Data Modeling for Unstructured Data
Data modeling is the analysis of data objects used in a business or other context and the identification of the relationships among these data objects. Another definition, this from Scott Ambler, Chief Methodologist for Agile and Lean within IBM Rational: “Data modeling is the act of exploring data-oriented structures. Like other modeling artifact data models can be used for a variety of purposes, from high-level conceptual models to physical data models.”
The sheer quantity and complexity of unstructured data opens up many new opportunities for the analyst and modeler. Imagine requirements such as: Show me consumer feedback on my product from all Website discussion groups for the last six months; Show me all photographs taken of the fountains in Rome from the summers of 2002 through 2007; Show me all contracts which contain a particular liability clause.
“So – what is a data model?” asks David Dichmann, Product Line Director for Design Tools at Sybase. “It is first and foremost, a way to capture business language and information relationships that provide context to make it useful in decision making activities. It is then specialized into representations of storage paradigms, and ultimately, when appropriate, into detailed designs of physical systems where structures will be implemented to manage, store, move, transform and analyze data points. Today’s data models are way beyond traditional logical/physical representations of database systems implementation. Today’s data models are architectural drawings of the meaning and intent of the information – simple, beautiful creations that drive the logic of applications, systems and technology and physical implementations of business information infrastructure.”
Dichmann posits that the data model, if viewed as “an abstraction of the physical representation of the database structures,” clearly declines in value in the face of the schema-less [data] or the constantly changing schemas. “But, if it is the abstraction of the conceptual representation of the information, we see a rise in importance. The language of the business, and the context of data points, provide meaning to the analysis that we want to gain from these non-traditional systems. [We are on a journey] from points of data (records collected by recording all our ‘transactions’) to meaningful information (the collation, aggregation and analysis of points of data by applying context to data). With Big Data, we do not even consider the data points themselves, but rather jump right to some trend analysis (aggregation of sorts). Interpretation comes from comparisons to a series of basis points to be used in decision making, taking data all the way to wisdom. The basis points themselves are context and can be modeled.”
Some posit that with regard to big data, data modeling is a major obstacle to agile business intelligence (BI). The answer, according leading software analyst Barney Finucane.
“The need for data modeling depends upon the application. [Software] products that promise user friendly analysis without any data analysis are usually intended for a specific type of analysis that does not require any previously specified structure.” A good example of data that does not require modeling is what retailers gather about their customers. “This data comes in big flat tables with many columns, and the whole point of the analysis is to find unexpected patterns in this unstructured data. In this case adding a model is adding assumptions that may actually hinder the analysis process.”
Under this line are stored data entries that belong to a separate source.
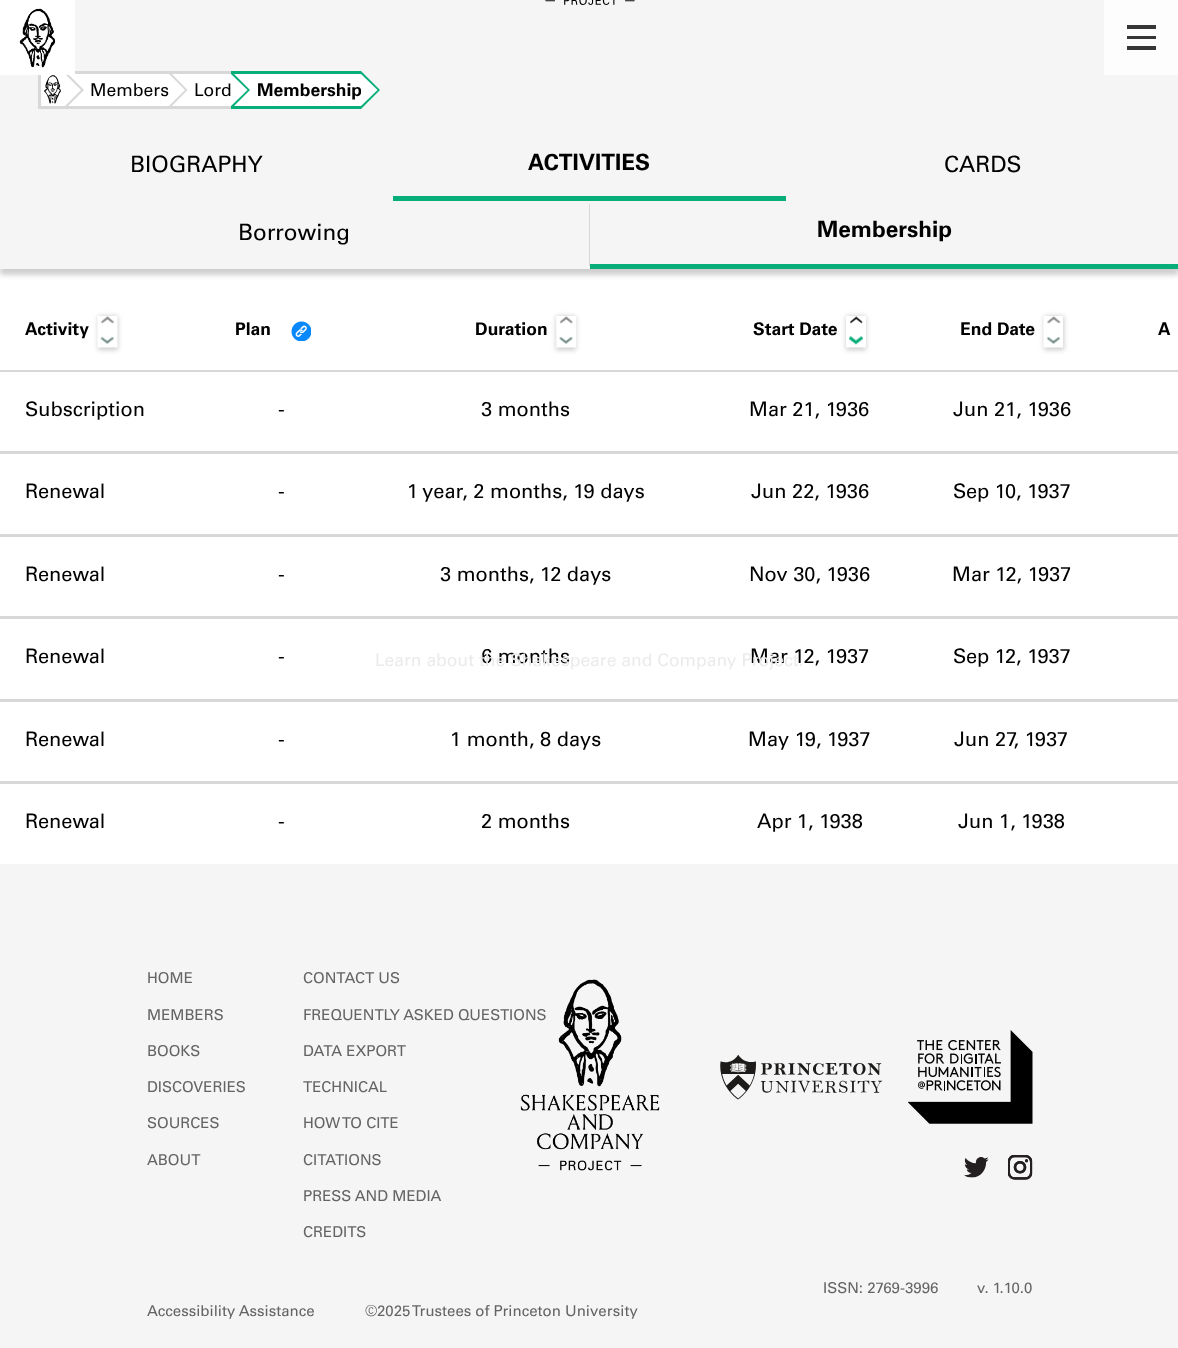 <svg xmlns="http://www.w3.org/2000/svg" width="1178" height="1348" viewBox="0 0 1178 1348">
  <defs>
    <filter id="blur1" x="-50%" y="-200%" width="200%" height="500%"><feGaussianBlur stdDeviation="2.5"/></filter>
  </defs>
  <rect width="100%" height="100%" fill="#f5f5f5"/>
  <image x="545" y="0" width="90" height="5" href="img1.png"/>
  <rect x="0" y="372" width="1178" height="492" fill="#ffffff"/>
  <rect x="41" y="75" width="24" height="31" fill="#ffffff"/>
  <rect x="38" y="106" width="193" height="3" fill="#d8d8d8"/>
  <rect x="38" y="71" width="3" height="38" fill="#d8d8d8"/>
  <rect x="68" y="74" width="101" height="32" fill="#ffffff"/>
  <rect x="75" y="71" width="156" height="3" fill="#d8d8d8"/>
  <path d="M65 109V71L84 90Z" fill="#d8d8d8"/>
  <path d="M65 106V74L81 90Z" fill="#ffffff"/>
  <image x="44" y="75" width="17" height="29" href="img2.png"/>
  <rect x="172" y="74" width="59" height="32" fill="#ffffff"/>
  <path d="M169 109V71L187.5 90Z" fill="#d8d8d8"/>
  <text x="90" y="96" font-family="Univers" font-size="17.5" fill="#000000">Members</text>
  <path d="M169 106V74L185 90Z" fill="#ffffff"/>
  <rect x="234" y="74" width="127" height="32" fill="#ffffff"/>
  <rect x="231" y="71" width="130" height="3" fill="#07ae79"/>
  <rect x="231" y="106" width="130" height="3" fill="#07ae79"/>
  <path d="M231 109V71L250 90Z" fill="#07ae79"/>
  <text x="194" y="96" font-family="Univers" font-size="17.5" fill="#000000">Lord</text>
  <path d="M231 106V74L247.5 90Z" fill="#ffffff"/>
  <text x="257" y="96" font-family="Univers" font-size="17.5" font-weight="bold" fill="#000000">Membership</text>
  <path d="M361 109V71L380 90Z" fill="#07ae79"/>
  <path d="M361 106V74L377.5 90Z" fill="#ffffff"/>
  <text x="130" y="172" font-family="Univers" font-size="22.5" fill="#000000">BIOGRAPHY</text>
  <rect x="393" y="196" width="393" height="5" fill="#07ae79"/>
  <text x="528" y="170" font-family="Univers" font-size="22.5" font-weight="bold" fill="#000000">ACTIVITIES</text>
  <text x="944" y="172" font-family="Univers" font-size="22.5" fill="#000000">CARDS</text>
  <rect x="0" y="269" width="1178" height="101" fill="#ffffff"/>
  <rect x="0" y="208" width="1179" height="67" fill="#000000" fill-opacity="0.19" filter="url(#blur1)"/>
  <rect x="0" y="204" width="1178" height="65" fill="#f5f5f5"/>
  <rect x="589" y="204" width="1" height="62" fill="#d8d8d8"/>
  <text x="238" y="240" font-family="Univers" font-size="22.5" fill="#000000">Borrowing</text>
  <rect x="590" y="264" width="588" height="5" fill="#07ae79"/>
  <text x="817" y="237" font-family="Univers" font-size="22.5" font-weight="bold" fill="#000000">Membership</text>
  <text x="25" y="335" font-family="Univers" font-size="17.5" font-weight="bold" fill="#000000">Activity</text>
  <rect x="98" y="316" width="20" height="34" fill="#000000" fill-opacity="0.2" filter="url(#blur1)"/>
  <image x="97" y="316" width="21" height="32" href="img3.png"/>
  <text x="235" y="335" font-family="Univers" font-size="17.5" font-weight="bold" fill="#000000">Plan</text>
  <image x="291" y="321" width="20" height="20" href="img4.png"/>
  <text x="475" y="335" font-family="Univers" font-size="17.5" font-weight="bold" fill="#000000">Duration</text>
  <rect x="556" y="316" width="20" height="34" fill="#000000" fill-opacity="0.2" filter="url(#blur1)"/>
  <image x="556" y="316" width="21" height="32" href="img5.png"/>
  <text x="753" y="335" font-family="Univers" font-size="17.5" font-weight="bold" fill="#000000">Start Date</text>
  <rect x="846" y="316" width="20" height="34" fill="#000000" fill-opacity="0.2" filter="url(#blur1)"/>
  <image x="846" y="316" width="20" height="32" href="img6.png"/>
  <text x="960" y="335" font-family="Univers" font-size="17.5" font-weight="bold" fill="#000000">End Date</text>
  <rect x="1044" y="316" width="20" height="34" fill="#000000" fill-opacity="0.2" filter="url(#blur1)"/>
  <image x="1043" y="316" width="20" height="32" href="img7.png"/>
  <text x="1158" y="335" font-family="Univers" font-size="17.5" font-weight="bold" fill="#000000">A</text>
  <rect x="0" y="370" width="1178" height="2" fill="#d8d8d8"/>
  <text x="25" y="416" font-family="Univers" font-size="20" fill="#000000">Subscription</text>
  <text x="278" y="416" font-family="Univers" font-size="20" fill="#000000">-</text>
  <text x="481" y="416" font-family="Univers" font-size="20" fill="#000000">3 months</text>
  <text x="749" y="416" font-family="Univers" font-size="20" fill="#000000">Mar 21, 1936</text>
  <text x="953" y="416" font-family="Univers" font-size="20" fill="#000000">Jun 21, 1936</text>
  <rect x="0" y="451" width="1178" height="3" fill="#d8d8d8"/>
  <text x="25" y="498" font-family="Univers" font-size="20" fill="#000000">Renewal</text>
  <text x="278" y="498" font-family="Univers" font-size="20" fill="#000000">-</text>
  <text x="407" y="498" font-family="Univers" font-size="20" fill="#000000">1 year, 2 months, 19 days</text>
  <text x="751" y="498" font-family="Univers" font-size="20" fill="#000000">Jun 22, 1936</text>
  <text x="953" y="498" font-family="Univers" font-size="20" fill="#000000">Sep 10, 1937</text>
  <rect x="0" y="534" width="1178" height="3" fill="#d8d8d8"/>
  <text x="25" y="581" font-family="Univers" font-size="20" fill="#000000">Renewal</text>
  <text x="278" y="581" font-family="Univers" font-size="20" fill="#000000">-</text>
  <text x="440" y="581" font-family="Univers" font-size="20" fill="#000000">3 months, 12 days</text>
  <text x="749" y="581" font-family="Univers" font-size="20" fill="#000000">Nov 30, 1936</text>
  <text x="952" y="581" font-family="Univers" font-size="20" fill="#000000">Mar 12, 1937</text>
  <rect x="0" y="616" width="1178" height="3" fill="#d8d8d8"/>
  <text x="25" y="663" font-family="Univers" font-size="20" fill="#000000">Renewal</text>
  <text x="278" y="663" font-family="Univers" font-size="20" fill="#000000">-</text>
  <text x="481" y="663" font-family="Univers" font-size="20" fill="#000000">6 months</text>
  <text x="750" y="663" font-family="Univers" font-size="20" fill="#000000">Mar 12, 1937</text>
  <text x="953" y="663" font-family="Univers" font-size="20" fill="#000000">Sep 12, 1937</text>
  <rect x="0" y="699" width="1178" height="3" fill="#d8d8d8"/>
  <text x="25" y="746" font-family="Univers" font-size="20" fill="#000000">Renewal</text>
  <text x="278" y="746" font-family="Univers" font-size="20" fill="#000000">-</text>
  <text x="450" y="746" font-family="Univers" font-size="20" fill="#000000">1 month, 8 days</text>
  <text x="748" y="746" font-family="Univers" font-size="20" fill="#000000">May 19, 1937</text>
  <text x="954" y="746" font-family="Univers" font-size="20" fill="#000000">Jun 27, 1937</text>
  <rect x="0" y="781" width="1178" height="3" fill="#d8d8d8"/>
  <text x="25" y="828" font-family="Univers" font-size="20" fill="#000000">Renewal</text>
  <text x="278" y="828" font-family="Univers" font-size="20" fill="#000000">-</text>
  <text x="481" y="828" font-family="Univers" font-size="20" fill="#000000">2 months</text>
  <text x="757" y="828" font-family="Univers" font-size="20" fill="#000000">Apr 1, 1938</text>
  <text x="958" y="828" font-family="Univers" font-size="20" fill="#000000">Jun 1, 1938</text>
  <rect x="0" y="0" width="75" height="75" fill="#ffffff"/>
  <image x="19" y="8" width="37" height="60" href="img8.png"/>
  <rect x="1104" y="0" width="74" height="75" fill="#fdfdfd"/>
  <rect x="1127" y="25" width="29" height="4" fill="#363636"/>
  <rect x="1127" y="36" width="29" height="3" fill="#363636"/>
  <rect x="1127" y="46" width="29" height="4" fill="#363636"/>
  <text x="375" y="666" font-family="Univers" font-size="17.5" fill="#ebebeb">Learn about the Shakespeare and Company Project.</text>
  <text x="147" y="983" font-family="Univers" font-size="15" fill="#646464">HOME</text>
  <text x="147" y="1020" font-family="Univers" font-size="15" fill="#646464">MEMBERS</text>
  <text x="147" y="1056" font-family="Univers" font-size="15" fill="#646464">BOOKS</text>
  <text x="147" y="1092" font-family="Univers" font-size="15" fill="#646464">DISCOVERIES</text>
  <text x="147" y="1128" font-family="Univers" font-size="15" fill="#646464">SOURCES</text>
  <text x="147" y="1165" font-family="Univers" font-size="15" fill="#646464">ABOUT</text>
  <text x="303" y="983" font-family="Univers" font-size="15" fill="#646464">CONTACT US</text>
  <text x="303" y="1020" font-family="Univers" font-size="15" fill="#646464">FREQUENTLY ASKED QUESTIONS</text>
  <text x="303" y="1056" font-family="Univers" font-size="15" fill="#646464">DATA EXPORT</text>
  <text x="303" y="1092" font-family="Univers" font-size="15" fill="#646464">TECHNICAL</text>
  <text x="303" y="1128" font-family="Univers" font-size="15" fill="#646464">HOW TO CITE</text>
  <text x="303" y="1165" font-family="Univers" font-size="15" fill="#646464">CITATIONS</text>
  <text x="303" y="1201" font-family="Univers" font-size="15" fill="#646464">PRESS AND MEDIA</text>
  <text x="303" y="1237" font-family="Univers" font-size="15" fill="#646464">CREDITS</text>
  <image x="520" y="979" width="140" height="192" href="img9.png"/>
  <image x="720" y="1055" width="163" height="45" href="img10.png"/>
  <image x="908" y="1030" width="125" height="94" href="img11.png"/>
  <image x="964" y="1157" width="25" height="21" href="img12.png"/>
  <image x="1008" y="1155" width="25" height="25" href="img13.png"/>
  <text x="823" y="1293" font-family="Univers" font-size="15" fill="#646464">ISSN: 2769-3996</text>
  <text x="977" y="1293" font-family="Univers" font-size="15" fill="#646464">v. 1.10.0</text>
  <text x="147" y="1316" font-family="Univers" font-size="15" fill="#646464">Accessibility Assistance</text>
  <text x="365" y="1316" font-family="Univers" font-size="15" fill="#646464">©2025 Trustees of Princeton University</text>
</svg>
However, “some types of analyses only make sense with at least some modeling. Time intelligence is an example of a type of analysis that is supported by a data model. Also analyzing predefined internal structures such as cost accounts or complex sales channels is usually more convenient based on predefined structures. The alternative method of discovering the structures in the raw data may not be possible.”
Finucane adds: “Planning is a common area of agile BI, and planning is rarely possible without predefined structures. It is no coincidence that the tools that promise analysis without data modeling do not offer planning features. Planning requires adding new data to an existing data set. In some cases, this includes adding new master data, for example when new products are being planned. Furthermore, there is often a good deal of custom business logic in a planning application that cannot be defined automatically. Most financial planning processes, and the analysis and simulation that goes along with them cannot be carried out on a simple table. In my view the new generation columnar databases are a welcome addition to agile BI. But I also think that their marketing is sometimes a little over the top when it comes to dismissing existing BI solution in this area.”
Forrester Research analyst James Kobielus goes a step further: “Big data rely on solid data modeling. Statistical predictive models and test analytic models will be the core applications you will need to do big data.”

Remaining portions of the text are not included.